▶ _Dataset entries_
********************

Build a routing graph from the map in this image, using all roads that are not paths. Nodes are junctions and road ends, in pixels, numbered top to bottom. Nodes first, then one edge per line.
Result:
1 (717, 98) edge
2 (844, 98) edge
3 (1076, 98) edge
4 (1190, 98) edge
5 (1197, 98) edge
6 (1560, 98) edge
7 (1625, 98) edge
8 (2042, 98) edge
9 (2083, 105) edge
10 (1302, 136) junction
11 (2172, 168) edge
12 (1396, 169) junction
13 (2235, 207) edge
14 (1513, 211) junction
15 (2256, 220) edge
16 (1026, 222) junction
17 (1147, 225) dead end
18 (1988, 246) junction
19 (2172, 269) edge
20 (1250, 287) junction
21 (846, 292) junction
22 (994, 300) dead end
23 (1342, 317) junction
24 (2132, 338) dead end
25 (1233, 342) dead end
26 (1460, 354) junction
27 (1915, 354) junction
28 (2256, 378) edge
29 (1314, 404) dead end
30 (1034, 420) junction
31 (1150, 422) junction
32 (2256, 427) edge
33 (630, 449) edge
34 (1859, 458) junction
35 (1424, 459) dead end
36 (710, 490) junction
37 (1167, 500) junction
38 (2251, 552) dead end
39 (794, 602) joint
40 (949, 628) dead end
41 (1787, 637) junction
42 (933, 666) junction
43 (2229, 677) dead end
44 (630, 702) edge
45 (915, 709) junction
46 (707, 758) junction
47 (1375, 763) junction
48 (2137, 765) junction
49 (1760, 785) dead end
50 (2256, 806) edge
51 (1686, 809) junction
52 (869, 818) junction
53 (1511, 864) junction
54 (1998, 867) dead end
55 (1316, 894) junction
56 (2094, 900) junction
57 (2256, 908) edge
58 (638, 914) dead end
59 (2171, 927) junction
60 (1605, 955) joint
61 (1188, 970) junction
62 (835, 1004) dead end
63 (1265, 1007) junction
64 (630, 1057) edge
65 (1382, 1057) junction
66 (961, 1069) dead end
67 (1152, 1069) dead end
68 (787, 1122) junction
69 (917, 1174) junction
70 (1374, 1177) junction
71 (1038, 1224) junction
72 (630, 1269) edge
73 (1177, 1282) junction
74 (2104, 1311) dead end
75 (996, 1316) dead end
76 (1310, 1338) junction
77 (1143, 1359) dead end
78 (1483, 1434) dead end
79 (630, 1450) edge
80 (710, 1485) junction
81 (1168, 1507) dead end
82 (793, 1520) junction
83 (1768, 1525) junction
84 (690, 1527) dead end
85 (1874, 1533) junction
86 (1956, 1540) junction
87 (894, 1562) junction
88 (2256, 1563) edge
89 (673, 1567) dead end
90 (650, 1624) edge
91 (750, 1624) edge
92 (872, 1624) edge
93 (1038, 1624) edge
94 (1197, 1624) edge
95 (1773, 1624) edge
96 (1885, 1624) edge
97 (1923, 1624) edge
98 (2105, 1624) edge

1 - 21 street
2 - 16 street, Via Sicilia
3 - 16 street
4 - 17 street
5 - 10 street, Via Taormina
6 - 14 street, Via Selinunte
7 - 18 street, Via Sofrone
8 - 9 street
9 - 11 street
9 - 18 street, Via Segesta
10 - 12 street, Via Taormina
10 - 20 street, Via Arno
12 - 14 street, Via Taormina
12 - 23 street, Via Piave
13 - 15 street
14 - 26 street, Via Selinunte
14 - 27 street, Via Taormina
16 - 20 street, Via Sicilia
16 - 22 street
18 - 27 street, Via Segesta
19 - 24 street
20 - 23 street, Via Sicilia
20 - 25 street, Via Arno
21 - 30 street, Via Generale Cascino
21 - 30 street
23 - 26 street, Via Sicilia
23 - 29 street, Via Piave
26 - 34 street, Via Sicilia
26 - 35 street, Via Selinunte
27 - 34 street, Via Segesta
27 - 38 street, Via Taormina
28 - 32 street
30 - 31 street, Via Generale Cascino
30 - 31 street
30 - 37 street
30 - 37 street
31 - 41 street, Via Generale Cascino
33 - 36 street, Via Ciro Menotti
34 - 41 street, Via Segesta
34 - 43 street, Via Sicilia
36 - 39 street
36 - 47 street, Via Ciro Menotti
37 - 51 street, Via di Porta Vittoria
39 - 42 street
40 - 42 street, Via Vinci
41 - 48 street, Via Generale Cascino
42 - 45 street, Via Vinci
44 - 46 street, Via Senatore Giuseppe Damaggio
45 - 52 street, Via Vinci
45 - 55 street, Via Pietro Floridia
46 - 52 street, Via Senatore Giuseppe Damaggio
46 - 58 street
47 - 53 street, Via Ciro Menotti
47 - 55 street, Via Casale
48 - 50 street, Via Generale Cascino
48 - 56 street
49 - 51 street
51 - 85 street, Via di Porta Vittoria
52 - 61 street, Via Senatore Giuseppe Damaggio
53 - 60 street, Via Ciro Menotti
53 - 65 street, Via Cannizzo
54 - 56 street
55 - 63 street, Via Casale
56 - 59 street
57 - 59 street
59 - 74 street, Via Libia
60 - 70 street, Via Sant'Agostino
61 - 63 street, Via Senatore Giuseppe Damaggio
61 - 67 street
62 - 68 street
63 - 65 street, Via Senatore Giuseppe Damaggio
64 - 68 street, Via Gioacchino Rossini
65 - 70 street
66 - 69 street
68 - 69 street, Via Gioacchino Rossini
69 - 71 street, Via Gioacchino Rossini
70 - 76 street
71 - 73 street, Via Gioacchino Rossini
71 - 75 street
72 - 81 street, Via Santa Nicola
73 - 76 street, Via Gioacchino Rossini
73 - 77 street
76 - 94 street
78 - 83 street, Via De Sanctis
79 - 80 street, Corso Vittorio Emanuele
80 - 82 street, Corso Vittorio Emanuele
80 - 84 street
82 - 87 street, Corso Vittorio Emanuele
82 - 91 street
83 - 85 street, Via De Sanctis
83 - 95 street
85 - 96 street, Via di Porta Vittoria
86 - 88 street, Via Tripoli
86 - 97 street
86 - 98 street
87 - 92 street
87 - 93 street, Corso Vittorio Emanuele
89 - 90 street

********************

▶ _YOUR ASSIGNMENT_
Go through the data and copy every line that includes "Vinci".

▶ _TASK RESPONSE_
40 - 42 street, Via Vinci
42 - 45 street, Via Vinci
45 - 52 street, Via Vinci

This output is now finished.